The OP says the radius is R, which I interpreted as meaning R is known, so we only need to worry about the centre. Assuming a uniform distribution (which actually means any region of the circle has a probability of being sampled equal to the ratio of its area to the area of the whole circle - if you look at individual points you just get the probability for every point is zero, which doesn't tell you much) then I agree that the mean should be unbiased. --Tango (talk) 19:29, 13 January 2010 (UTC)[reply]

I'd still like to know if we can estimate the radius as well...

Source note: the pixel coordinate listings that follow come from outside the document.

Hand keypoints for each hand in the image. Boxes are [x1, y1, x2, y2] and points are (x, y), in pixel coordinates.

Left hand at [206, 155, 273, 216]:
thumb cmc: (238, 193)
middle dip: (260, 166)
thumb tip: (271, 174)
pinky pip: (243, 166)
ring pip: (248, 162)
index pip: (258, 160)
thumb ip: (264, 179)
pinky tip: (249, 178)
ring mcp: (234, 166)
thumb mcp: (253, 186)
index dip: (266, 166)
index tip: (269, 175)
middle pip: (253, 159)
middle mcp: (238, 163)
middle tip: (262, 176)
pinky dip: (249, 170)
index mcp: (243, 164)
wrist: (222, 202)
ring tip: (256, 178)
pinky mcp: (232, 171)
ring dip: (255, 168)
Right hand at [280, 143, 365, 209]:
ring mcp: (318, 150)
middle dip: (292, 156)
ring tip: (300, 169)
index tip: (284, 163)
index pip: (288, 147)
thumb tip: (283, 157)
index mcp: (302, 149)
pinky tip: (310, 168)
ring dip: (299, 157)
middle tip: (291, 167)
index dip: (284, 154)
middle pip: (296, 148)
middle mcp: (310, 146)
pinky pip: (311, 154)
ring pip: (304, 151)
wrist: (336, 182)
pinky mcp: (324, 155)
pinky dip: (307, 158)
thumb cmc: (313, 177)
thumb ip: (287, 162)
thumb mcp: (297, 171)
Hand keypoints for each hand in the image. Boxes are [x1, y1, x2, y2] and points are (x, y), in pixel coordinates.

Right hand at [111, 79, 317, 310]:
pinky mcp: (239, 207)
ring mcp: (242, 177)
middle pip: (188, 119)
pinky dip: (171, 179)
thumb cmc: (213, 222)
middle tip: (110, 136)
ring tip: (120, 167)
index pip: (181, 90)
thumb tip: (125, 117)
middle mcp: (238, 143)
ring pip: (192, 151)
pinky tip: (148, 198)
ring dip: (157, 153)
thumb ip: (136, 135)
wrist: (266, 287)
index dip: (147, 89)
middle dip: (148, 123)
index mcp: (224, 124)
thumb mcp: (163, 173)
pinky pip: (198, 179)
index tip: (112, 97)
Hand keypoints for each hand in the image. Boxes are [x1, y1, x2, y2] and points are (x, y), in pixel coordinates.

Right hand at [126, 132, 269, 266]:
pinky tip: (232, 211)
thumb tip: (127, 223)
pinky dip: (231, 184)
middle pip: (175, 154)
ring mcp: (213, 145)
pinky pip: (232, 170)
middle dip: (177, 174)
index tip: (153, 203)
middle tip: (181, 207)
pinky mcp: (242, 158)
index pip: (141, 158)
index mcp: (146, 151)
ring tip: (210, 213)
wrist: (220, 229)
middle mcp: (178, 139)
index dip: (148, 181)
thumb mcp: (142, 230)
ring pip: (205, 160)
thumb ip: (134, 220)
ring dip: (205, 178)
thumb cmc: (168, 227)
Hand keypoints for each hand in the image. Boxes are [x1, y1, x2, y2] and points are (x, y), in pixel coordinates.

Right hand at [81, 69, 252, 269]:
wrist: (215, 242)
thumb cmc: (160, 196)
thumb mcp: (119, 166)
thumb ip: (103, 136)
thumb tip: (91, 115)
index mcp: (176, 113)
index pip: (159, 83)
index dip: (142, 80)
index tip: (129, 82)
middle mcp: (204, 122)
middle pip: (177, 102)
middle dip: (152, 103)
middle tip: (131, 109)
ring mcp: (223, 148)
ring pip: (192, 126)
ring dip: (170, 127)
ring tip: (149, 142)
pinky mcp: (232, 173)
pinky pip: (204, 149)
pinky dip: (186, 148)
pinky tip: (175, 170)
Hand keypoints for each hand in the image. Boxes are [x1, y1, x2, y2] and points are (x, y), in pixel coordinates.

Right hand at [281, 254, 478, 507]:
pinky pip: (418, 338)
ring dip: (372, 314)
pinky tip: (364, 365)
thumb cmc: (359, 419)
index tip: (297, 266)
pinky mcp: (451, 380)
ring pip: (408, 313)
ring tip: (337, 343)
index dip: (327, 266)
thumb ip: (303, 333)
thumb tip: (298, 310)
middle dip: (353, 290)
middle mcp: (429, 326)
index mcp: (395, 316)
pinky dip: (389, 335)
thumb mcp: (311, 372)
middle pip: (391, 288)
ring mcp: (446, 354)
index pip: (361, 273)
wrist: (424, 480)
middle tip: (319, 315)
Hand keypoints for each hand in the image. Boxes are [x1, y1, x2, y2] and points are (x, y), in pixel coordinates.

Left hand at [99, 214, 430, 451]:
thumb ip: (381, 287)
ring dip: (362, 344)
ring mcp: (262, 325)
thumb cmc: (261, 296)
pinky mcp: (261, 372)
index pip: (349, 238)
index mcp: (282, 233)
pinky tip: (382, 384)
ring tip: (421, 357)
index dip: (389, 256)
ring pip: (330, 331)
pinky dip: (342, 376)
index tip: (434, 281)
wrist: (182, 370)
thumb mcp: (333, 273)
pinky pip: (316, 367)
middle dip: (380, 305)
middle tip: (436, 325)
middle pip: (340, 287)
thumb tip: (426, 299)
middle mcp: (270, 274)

I can imagine some sets of points where the mean is not going to be the best estimate. For example if I have the points (0,0), (1,0), (2,0) and (100,0), I don't think this provides any different information than if I had only the points (0,0) and (100,0). Wouldn't you also need some prior distribution on what the radii of the circles tend to be? 67.100.146.151 (talk) 21:14, 13 January 2010 (UTC)[reply]

Sure, in non-trivial cases you can always find a sample that will mis-estimate the distribution. The charm of an unbiased estimator is that for a random sequence it will stolastically converge to the true value. --Stephan Schulz (talk) 21:40, 13 January 2010 (UTC)[reply]

(the IP 67... is me.) Actually I was wrong. The two cases give different information by merit of the fact that they have a different number of points. But the idea still holds. A simple average is not the best you can do.

I expect one could readily prove that on average the "simple average" performs considerably better than the center of the smallest disk enclosing the data. Michael Hardy (talk) 03:20, 14 January 2010 (UTC)[reply]

Edit: Sorry, didn't notice that the OP specified that the radius is already known. Rckrone (talk) 22:42, 13 January 2010 (UTC)[reply]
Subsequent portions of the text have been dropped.